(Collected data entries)

-*-

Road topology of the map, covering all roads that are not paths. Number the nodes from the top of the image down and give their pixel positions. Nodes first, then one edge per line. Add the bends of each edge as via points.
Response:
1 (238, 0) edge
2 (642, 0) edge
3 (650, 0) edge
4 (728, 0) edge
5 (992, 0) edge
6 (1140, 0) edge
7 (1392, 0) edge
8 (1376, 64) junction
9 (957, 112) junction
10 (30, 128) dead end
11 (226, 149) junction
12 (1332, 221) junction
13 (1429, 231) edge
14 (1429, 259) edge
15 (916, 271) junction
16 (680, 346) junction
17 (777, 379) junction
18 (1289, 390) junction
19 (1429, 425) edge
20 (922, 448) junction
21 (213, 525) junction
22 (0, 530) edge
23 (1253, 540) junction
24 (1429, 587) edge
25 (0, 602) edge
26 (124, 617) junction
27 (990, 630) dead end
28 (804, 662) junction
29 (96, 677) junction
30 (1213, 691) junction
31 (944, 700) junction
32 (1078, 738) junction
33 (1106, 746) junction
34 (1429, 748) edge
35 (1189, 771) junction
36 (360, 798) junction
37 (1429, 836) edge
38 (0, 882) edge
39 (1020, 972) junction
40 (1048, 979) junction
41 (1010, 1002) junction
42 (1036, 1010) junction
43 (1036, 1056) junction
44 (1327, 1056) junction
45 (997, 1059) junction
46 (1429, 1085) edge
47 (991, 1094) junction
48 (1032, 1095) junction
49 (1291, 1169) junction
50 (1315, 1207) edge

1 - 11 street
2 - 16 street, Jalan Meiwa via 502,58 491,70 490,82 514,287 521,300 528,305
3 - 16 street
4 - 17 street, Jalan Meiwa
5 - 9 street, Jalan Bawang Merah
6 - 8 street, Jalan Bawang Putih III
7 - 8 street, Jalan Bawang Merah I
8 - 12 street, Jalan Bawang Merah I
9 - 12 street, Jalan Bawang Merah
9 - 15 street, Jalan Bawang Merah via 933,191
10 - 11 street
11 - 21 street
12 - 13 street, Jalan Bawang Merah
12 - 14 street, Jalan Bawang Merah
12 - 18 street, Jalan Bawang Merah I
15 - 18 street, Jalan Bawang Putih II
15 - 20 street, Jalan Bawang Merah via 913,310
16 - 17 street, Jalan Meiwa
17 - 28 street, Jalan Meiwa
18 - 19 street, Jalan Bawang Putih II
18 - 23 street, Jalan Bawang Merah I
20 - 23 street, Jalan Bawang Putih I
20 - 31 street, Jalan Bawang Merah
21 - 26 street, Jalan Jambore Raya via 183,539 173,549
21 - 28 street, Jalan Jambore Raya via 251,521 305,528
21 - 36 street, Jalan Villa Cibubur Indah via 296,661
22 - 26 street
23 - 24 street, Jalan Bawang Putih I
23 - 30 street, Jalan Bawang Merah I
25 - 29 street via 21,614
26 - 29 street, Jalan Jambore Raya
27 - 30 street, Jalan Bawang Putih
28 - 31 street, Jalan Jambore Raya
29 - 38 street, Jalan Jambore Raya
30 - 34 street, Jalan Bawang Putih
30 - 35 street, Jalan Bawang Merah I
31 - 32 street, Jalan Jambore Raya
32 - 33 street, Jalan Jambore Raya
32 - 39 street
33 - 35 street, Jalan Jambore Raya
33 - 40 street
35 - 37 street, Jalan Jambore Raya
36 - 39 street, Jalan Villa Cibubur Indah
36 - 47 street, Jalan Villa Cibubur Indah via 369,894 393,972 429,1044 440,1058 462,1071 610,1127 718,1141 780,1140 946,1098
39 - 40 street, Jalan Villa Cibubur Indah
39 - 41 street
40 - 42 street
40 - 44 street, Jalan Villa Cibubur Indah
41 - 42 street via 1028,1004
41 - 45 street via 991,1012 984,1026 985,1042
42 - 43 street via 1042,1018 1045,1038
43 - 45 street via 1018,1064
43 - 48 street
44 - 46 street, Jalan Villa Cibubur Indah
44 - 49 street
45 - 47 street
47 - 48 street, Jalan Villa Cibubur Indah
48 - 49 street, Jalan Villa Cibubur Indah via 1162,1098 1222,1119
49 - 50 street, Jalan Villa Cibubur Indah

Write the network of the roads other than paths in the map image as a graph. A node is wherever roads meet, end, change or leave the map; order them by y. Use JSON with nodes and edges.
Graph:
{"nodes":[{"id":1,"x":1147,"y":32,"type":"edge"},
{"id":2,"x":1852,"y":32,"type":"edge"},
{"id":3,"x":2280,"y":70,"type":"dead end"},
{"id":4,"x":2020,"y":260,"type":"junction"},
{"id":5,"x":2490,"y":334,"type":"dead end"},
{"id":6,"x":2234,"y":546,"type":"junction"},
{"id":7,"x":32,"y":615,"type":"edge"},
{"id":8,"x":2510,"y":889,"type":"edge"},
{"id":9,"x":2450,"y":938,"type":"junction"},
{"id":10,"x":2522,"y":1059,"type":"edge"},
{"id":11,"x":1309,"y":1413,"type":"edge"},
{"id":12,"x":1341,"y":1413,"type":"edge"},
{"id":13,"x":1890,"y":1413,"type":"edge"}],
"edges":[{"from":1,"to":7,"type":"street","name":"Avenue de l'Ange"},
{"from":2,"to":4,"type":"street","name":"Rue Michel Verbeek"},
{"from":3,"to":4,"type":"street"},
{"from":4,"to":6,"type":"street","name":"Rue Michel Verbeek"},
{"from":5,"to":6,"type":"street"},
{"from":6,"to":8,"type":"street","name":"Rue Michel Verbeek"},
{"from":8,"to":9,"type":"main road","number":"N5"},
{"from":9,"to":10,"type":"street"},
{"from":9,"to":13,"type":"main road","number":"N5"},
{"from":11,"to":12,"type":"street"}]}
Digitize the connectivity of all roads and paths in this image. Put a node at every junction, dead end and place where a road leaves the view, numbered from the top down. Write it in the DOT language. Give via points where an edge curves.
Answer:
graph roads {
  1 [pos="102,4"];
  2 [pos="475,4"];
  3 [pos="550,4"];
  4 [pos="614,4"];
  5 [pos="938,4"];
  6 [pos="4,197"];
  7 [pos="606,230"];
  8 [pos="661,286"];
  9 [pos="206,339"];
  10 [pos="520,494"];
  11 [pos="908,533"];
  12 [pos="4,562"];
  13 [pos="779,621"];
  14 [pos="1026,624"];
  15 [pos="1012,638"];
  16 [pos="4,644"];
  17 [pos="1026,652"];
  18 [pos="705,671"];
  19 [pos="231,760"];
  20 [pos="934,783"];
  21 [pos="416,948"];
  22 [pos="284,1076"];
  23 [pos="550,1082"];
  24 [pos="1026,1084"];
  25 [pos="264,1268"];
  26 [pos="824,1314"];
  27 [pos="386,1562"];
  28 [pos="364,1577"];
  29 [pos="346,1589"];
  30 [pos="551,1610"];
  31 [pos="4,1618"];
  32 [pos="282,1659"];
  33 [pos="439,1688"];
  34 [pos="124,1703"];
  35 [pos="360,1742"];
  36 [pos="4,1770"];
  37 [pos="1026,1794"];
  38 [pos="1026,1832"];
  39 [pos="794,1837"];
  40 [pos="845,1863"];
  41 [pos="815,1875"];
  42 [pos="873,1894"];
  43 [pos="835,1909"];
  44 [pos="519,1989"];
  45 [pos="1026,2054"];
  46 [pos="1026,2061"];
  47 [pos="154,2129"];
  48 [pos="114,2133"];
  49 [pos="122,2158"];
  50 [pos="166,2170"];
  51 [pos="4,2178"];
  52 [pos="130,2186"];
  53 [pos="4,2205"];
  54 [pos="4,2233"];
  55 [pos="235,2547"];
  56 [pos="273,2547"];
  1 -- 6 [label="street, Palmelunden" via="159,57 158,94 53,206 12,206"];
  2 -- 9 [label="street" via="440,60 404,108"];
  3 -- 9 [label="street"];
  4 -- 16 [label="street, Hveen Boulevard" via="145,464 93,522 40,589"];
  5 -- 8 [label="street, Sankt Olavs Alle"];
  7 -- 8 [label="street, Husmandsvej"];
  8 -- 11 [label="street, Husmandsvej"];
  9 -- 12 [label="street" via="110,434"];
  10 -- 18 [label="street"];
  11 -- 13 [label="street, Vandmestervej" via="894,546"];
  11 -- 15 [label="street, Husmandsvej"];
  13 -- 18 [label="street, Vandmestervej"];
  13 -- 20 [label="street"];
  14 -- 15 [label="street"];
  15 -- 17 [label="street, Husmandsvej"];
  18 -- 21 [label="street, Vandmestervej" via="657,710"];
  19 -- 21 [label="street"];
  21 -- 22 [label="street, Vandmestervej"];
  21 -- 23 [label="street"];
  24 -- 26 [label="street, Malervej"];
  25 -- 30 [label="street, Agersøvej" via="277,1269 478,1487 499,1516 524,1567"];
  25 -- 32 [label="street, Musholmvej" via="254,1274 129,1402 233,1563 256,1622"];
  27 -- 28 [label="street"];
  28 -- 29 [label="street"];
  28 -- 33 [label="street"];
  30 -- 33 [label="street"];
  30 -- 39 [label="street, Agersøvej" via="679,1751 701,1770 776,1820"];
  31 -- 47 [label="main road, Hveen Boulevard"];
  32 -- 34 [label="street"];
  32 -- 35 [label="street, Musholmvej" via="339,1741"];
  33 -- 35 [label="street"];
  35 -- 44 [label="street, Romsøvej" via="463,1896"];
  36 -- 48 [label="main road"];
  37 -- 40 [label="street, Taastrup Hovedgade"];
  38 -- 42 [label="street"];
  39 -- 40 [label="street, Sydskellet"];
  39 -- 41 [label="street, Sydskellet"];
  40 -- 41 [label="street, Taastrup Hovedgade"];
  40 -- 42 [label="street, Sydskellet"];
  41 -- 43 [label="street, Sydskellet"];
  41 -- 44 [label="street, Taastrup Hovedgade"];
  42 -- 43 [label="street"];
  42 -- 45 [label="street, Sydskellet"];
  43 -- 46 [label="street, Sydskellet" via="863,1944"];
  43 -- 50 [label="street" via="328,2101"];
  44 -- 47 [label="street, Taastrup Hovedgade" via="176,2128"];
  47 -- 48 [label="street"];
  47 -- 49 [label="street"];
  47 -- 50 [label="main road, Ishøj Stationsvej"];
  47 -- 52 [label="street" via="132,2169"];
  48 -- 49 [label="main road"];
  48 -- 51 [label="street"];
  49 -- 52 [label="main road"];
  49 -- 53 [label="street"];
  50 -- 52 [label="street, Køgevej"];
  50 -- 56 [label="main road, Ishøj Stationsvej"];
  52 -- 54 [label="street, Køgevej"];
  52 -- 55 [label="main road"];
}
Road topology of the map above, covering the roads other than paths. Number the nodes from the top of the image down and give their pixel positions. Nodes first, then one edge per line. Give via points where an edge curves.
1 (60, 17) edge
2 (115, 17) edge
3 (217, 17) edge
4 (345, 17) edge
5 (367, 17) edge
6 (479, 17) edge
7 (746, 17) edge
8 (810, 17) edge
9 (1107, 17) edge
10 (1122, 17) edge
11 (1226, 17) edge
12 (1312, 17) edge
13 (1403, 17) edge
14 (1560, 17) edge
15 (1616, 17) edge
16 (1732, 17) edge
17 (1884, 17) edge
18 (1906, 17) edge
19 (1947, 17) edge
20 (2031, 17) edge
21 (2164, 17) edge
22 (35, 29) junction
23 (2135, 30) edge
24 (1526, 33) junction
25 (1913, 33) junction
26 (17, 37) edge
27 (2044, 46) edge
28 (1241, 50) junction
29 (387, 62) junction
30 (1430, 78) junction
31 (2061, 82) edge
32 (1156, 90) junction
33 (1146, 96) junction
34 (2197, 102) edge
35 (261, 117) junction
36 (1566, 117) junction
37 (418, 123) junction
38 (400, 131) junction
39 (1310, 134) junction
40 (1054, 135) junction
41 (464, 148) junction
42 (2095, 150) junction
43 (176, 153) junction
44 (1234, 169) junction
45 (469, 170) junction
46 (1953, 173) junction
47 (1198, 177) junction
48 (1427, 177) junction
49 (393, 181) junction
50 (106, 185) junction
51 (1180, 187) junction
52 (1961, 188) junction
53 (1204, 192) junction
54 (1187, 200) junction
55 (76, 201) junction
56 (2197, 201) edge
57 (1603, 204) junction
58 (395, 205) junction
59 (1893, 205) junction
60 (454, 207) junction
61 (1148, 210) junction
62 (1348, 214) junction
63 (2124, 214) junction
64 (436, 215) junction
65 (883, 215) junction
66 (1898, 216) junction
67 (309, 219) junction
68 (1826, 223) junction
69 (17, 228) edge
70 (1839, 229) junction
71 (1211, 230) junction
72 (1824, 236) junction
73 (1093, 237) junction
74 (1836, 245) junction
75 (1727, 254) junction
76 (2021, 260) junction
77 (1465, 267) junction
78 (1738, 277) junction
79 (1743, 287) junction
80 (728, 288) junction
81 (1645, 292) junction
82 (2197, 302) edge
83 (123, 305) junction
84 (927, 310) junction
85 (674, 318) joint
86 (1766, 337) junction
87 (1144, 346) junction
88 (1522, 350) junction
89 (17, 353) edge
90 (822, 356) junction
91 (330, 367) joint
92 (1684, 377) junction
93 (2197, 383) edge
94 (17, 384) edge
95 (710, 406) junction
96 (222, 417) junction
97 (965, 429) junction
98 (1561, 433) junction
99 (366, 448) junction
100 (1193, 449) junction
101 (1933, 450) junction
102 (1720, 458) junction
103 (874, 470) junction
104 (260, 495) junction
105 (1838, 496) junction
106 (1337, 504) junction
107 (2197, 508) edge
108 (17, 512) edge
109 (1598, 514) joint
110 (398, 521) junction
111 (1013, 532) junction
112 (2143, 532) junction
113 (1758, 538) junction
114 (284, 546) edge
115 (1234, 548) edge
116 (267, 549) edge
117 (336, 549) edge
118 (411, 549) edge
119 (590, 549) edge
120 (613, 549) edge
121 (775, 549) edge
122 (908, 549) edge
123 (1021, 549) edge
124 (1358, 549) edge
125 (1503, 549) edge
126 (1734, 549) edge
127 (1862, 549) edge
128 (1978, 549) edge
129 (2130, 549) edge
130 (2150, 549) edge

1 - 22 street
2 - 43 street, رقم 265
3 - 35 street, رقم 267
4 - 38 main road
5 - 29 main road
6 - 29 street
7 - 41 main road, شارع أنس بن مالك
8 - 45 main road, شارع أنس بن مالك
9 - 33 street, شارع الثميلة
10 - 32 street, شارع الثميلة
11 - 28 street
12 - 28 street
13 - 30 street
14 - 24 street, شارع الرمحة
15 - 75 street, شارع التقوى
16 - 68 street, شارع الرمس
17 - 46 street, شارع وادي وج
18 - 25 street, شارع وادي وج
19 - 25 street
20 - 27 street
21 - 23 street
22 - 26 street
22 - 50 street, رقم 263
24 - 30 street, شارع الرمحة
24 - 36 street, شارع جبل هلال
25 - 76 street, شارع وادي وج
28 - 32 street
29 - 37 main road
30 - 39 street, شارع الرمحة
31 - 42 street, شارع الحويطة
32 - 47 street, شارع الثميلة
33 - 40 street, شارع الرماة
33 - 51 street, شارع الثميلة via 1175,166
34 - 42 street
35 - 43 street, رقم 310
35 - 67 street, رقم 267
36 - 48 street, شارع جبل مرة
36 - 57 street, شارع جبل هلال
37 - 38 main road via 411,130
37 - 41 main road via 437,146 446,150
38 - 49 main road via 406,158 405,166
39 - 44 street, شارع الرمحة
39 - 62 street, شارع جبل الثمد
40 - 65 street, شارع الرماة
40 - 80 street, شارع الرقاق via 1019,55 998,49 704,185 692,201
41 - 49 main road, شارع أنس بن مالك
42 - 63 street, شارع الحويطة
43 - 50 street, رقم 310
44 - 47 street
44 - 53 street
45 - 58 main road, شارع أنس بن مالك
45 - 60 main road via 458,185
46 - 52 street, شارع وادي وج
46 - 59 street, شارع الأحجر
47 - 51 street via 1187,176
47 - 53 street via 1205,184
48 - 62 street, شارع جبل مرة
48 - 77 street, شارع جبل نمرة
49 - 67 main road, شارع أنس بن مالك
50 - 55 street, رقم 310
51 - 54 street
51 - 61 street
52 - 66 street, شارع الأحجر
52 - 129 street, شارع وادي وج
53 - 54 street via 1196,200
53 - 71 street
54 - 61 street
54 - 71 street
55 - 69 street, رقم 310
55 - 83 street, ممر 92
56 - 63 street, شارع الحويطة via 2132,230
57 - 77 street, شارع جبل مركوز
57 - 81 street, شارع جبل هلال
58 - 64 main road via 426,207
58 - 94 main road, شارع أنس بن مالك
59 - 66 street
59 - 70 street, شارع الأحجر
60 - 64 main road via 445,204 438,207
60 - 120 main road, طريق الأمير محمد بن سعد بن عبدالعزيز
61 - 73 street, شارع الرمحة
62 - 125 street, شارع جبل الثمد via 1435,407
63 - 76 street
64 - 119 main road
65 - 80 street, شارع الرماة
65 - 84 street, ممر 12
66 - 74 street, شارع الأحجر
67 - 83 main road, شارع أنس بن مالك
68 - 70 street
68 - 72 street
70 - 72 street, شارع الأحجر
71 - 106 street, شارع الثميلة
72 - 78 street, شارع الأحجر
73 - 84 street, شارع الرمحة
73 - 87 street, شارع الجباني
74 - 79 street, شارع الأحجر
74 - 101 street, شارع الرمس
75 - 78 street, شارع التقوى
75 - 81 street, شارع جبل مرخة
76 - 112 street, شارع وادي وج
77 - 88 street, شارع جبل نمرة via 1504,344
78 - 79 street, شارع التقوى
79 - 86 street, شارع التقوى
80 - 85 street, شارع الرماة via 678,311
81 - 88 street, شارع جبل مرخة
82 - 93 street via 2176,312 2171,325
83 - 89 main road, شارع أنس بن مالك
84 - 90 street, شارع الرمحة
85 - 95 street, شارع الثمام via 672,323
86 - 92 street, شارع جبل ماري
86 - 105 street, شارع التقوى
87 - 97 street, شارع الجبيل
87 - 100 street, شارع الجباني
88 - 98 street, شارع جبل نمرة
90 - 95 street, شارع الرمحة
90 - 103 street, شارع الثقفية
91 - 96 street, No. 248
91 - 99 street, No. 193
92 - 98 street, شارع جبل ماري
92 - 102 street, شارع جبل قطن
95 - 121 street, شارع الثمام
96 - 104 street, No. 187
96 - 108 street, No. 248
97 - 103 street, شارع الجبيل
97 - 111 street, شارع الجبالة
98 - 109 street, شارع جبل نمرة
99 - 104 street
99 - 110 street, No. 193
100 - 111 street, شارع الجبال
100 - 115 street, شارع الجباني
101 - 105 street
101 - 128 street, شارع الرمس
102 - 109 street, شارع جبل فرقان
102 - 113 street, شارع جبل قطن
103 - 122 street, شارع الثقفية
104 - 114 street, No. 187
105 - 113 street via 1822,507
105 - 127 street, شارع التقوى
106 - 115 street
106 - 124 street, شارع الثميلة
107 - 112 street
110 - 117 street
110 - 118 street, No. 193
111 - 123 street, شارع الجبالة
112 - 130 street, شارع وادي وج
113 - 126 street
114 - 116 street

-*-

— THE PROBLEM —
Which lines in the data above hold the word "هلال"? Return each of them.

— OUTPUT —
24 - 36 street, شارع جبل هلال
36 - 57 street, شارع جبل هلال
57 - 81 street, شارع جبل هلال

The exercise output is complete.